- Insulin regulation of glucose-6-phosphate dehydrogenase gene expression is rapamycin-sensitive and requires phosphatidylinositol 3-kinase.
Insulin regulation of glucose-6-phosphate dehydrogenase gene expression is rapamycin-sensitive and requires phosphatidylinositol 3-kinase.
Glucose-6-phosphate dehydrogenase (G6PDH) controls the flow of carbon through the pentose phosphate pathway and also produces NADPH needed for maintenance of reduced glutathione and reductive biosynthesis. Hepatic expression of G6PDH is known to respond to several dietary and hormonal factors, but the mechanism behind regulation of this expression has not been characterized. We show that insulin similarly induces expression of endogenous hepatic G6PDH and a reporter construct containing 935 base pairs of the G6PDH promoter linked to luciferase in transient transfection assays. Using well tested and structurally distinct inhibitors of Ras farnesylation, lovastatin and B581, and a specific inhibitor of mitogen-activated protein kinase kinase activation, PD 98059, we show that the Ras/Raf/mitogen-activated protein kinase pathway is not utilized for the insulin-induced stimulation of G6PDH gene expression in primary rat hepatocytes.
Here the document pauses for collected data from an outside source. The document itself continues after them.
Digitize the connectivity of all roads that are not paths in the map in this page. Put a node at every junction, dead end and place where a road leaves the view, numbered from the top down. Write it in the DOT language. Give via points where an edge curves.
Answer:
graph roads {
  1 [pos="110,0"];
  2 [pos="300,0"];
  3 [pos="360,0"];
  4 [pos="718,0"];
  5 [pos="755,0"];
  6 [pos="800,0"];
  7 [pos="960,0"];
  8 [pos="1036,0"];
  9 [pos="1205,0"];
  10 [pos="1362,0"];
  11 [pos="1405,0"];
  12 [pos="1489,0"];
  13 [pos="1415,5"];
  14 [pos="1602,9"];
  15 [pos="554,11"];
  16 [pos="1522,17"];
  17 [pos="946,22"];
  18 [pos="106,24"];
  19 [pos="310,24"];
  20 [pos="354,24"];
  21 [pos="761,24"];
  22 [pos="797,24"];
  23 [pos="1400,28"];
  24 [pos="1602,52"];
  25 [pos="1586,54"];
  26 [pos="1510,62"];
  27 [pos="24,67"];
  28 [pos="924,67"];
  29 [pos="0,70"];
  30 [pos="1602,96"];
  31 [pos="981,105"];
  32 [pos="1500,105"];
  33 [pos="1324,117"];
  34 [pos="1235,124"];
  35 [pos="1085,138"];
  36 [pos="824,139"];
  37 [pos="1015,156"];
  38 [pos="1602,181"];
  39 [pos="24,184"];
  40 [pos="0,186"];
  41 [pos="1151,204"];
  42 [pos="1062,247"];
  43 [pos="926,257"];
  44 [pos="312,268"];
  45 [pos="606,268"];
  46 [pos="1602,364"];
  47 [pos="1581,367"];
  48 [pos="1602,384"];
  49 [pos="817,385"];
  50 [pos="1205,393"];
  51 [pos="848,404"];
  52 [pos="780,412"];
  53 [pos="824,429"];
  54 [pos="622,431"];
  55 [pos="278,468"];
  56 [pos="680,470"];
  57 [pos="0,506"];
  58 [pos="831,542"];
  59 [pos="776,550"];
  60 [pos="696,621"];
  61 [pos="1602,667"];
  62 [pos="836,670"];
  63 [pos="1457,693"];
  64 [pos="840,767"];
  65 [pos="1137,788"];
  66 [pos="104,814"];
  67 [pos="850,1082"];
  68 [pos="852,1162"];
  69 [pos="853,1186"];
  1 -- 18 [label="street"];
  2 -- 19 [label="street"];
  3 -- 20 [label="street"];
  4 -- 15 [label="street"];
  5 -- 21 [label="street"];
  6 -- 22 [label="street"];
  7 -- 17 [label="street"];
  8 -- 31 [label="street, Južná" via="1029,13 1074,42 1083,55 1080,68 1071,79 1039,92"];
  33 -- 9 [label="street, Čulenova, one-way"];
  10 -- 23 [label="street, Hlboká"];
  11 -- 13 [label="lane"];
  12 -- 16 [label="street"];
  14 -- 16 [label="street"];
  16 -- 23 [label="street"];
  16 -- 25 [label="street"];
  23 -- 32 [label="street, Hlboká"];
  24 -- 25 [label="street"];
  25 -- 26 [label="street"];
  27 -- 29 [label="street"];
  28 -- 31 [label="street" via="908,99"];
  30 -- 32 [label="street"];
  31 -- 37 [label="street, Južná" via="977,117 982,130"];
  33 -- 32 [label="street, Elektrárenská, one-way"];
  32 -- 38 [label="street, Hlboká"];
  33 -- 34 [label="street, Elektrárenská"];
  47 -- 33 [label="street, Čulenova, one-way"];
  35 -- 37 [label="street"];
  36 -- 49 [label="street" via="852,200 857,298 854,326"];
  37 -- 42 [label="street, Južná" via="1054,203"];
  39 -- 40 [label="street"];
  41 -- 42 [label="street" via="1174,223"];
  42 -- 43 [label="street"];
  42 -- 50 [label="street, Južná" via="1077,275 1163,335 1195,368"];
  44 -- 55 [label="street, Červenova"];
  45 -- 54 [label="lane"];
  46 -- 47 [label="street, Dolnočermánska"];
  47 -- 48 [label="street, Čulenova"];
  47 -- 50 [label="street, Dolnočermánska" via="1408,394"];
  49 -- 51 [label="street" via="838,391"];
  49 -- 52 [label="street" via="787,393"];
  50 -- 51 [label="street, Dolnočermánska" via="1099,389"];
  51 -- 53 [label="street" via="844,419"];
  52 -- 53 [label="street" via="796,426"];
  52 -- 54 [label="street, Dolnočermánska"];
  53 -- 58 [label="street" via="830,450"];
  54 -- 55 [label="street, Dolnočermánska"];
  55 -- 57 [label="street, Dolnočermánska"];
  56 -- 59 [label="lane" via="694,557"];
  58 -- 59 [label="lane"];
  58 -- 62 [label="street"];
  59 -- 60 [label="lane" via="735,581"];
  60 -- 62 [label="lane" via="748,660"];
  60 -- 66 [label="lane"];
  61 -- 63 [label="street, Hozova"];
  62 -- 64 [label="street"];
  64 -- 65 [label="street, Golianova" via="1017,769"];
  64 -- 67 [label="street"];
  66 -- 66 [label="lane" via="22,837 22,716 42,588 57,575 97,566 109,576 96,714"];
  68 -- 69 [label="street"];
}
Similarly, using well characterized inhibitors of phosphatidylinositol 3-kinase, wortmannin and LY 294002, we show that PI 3-kinase activity is necessary for the induction of G6PDH expression by insulin. Rapamycin, an inhibitor of FRAP protein, which is involved in the activation of pp70 S6 kinase, blocks the insulin induction of G6PDH, suggesting that S6 kinase is also necessary for the insulin induction of G6PDH expression.